I had a quick look at the simmerstat's on TM and they all seem to be only 15A or so. Did you have 4kW element? If so, that's over 15A.

For the element cover, I drilled holes on the element's flange and threaded those and used them to fix the enclosure on top of the element. I've water heater element that has enough room for the job.

Its only just over 15A though. I can't recall which model I got now, but I actually have 2 No 2kW elements, so I have the simmerstat on one only (I am pretty sure, it was a while ago I wired it up). 

My experiments with using simmerstats to control temps in a kettle have revealed they are rather coarse in thier control patterns so when used to control an element directly immersed in the liquid they tend to be a bit on/off without the heatsink/storage effect of an element heating through the exterior of a cooking pot as you get on a domestic stovetop for example.

In an Hlt situation they are a little easier to work with - once you have dialled in a temperature and a particular volume of liquid and the corresponding simmerstat setting they should be accurate within a couple of degrees+- but changes in volume require anything but linear changes in settings but Im sure you could nail it down after a few brews.

If your anything like me the experimental/acedemic side of learning about how a simmerstat works is good fun (especially if you get the parts for nout) but only up to a point after that it becomes a little tedious I got to the point where I would rather be tweaking the valve on a burner!

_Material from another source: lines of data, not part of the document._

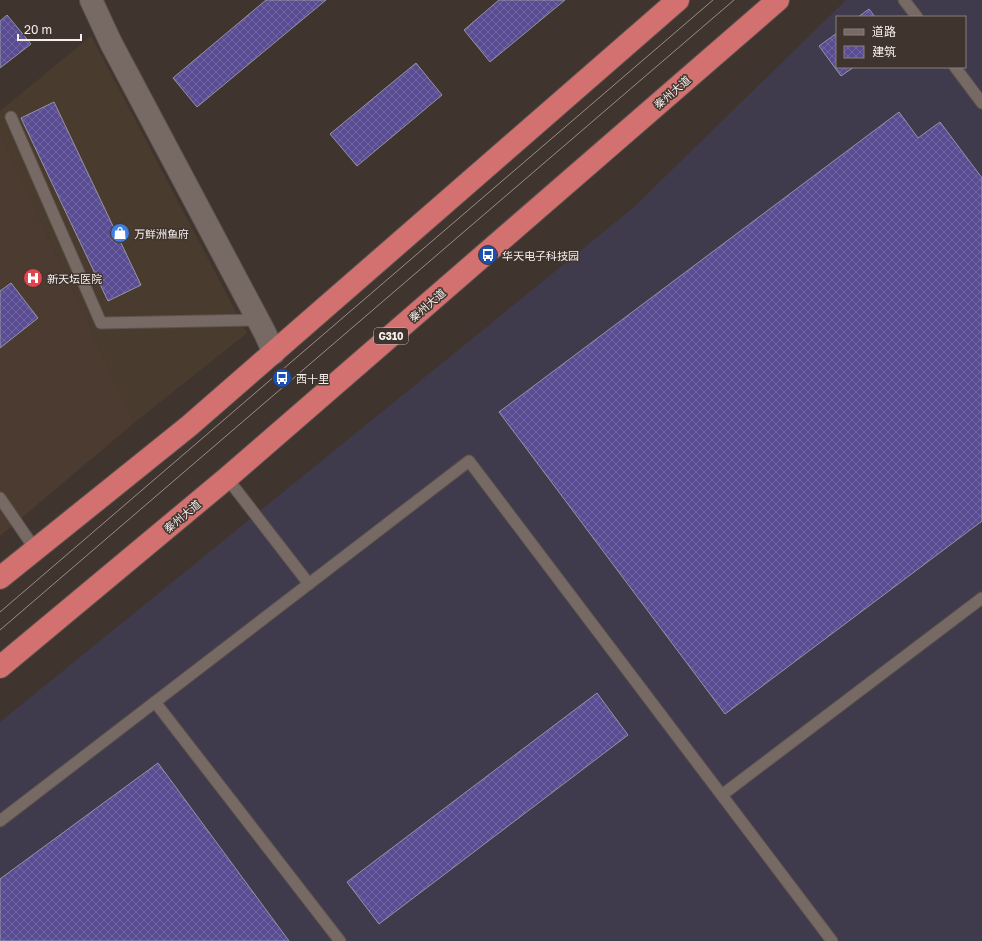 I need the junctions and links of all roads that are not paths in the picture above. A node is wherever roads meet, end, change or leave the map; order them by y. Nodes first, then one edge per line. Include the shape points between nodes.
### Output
1 (91, 0) edge
2 (678, 0) edge
3 (778, 0) edge
4 (904, 0) edge
5 (916, 16) edge
6 (956, 68) edge
7 (982, 103) edge
8 (11, 117) dead end
9 (258, 320) junction
10 (274, 353) junction
11 (227, 478) junction
12 (0, 498) edge
13 (35, 549) junction
14 (0, 578) edge
15 (309, 584) junction
16 (982, 598) edge
17 (0, 667) edge
18 (155, 702) junction
19 (722, 795) junction
20 (0, 821) edge
21 (340, 941) edge
22 (832, 941) edge

1 - 9 street via 111,43
2 - 10 highway
3 - 11 highway, 秦州大道 / G310
4 - 5 lane
6 - 7 lane
8 - 9 lane via 101,323
9 - 10 street
10 - 13 highway via 189,426
11 - 15 lane
11 - 17 highway, 秦州大道 / G310
12 - 13 lane
13 - 14 highway
15 - 18 lane
15 - 19 lane via 469,461
16 - 19 lane
18 - 20 lane
18 - 21 lane
19 - 22 lane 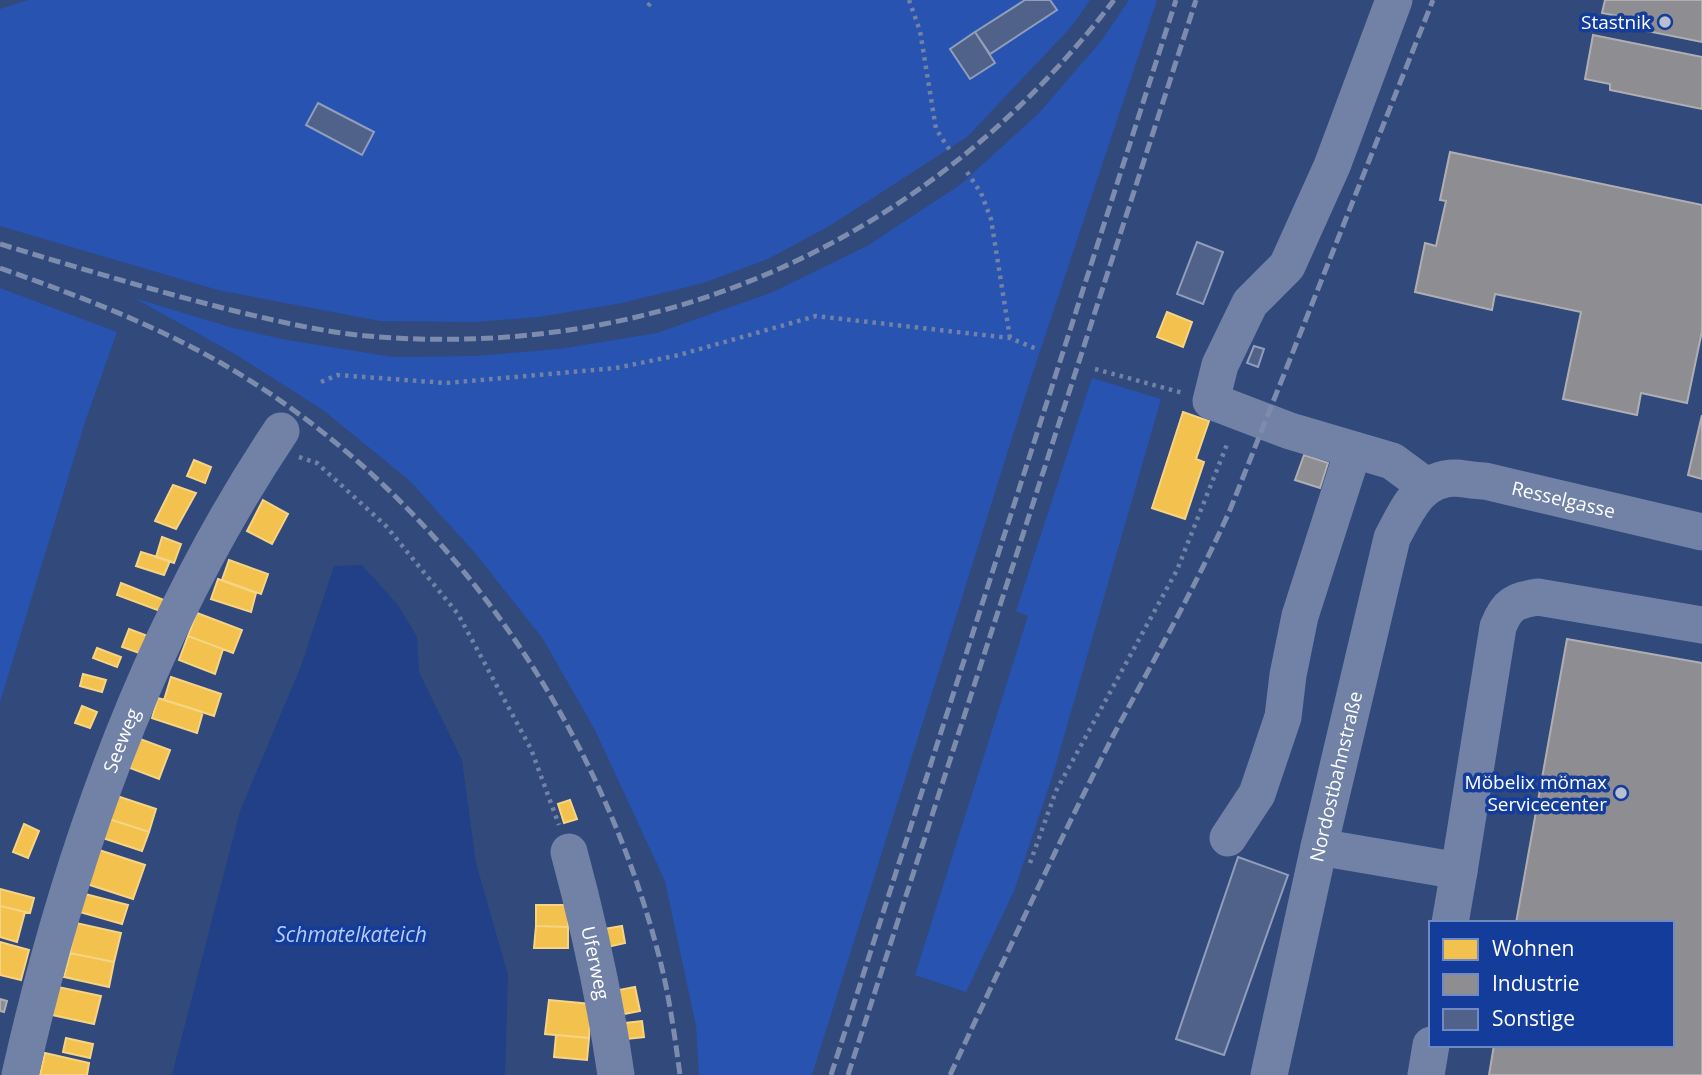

For my two cents at the end of the day you can do the calculations yourself via experiment to come up with simmerstat settings or just let a PID do it for you while your mowing the lawns or cleaning your fermenters ..

Cost wise Im sure a new imported PID,sensor and SSR  and a new simmerstat witin NZ would come out roughly the same cost wise?

Hey sorry Nick not trying to put you of just sharing my thoughts - very interested to know how your thoughts compare to mine once you get yours up and going!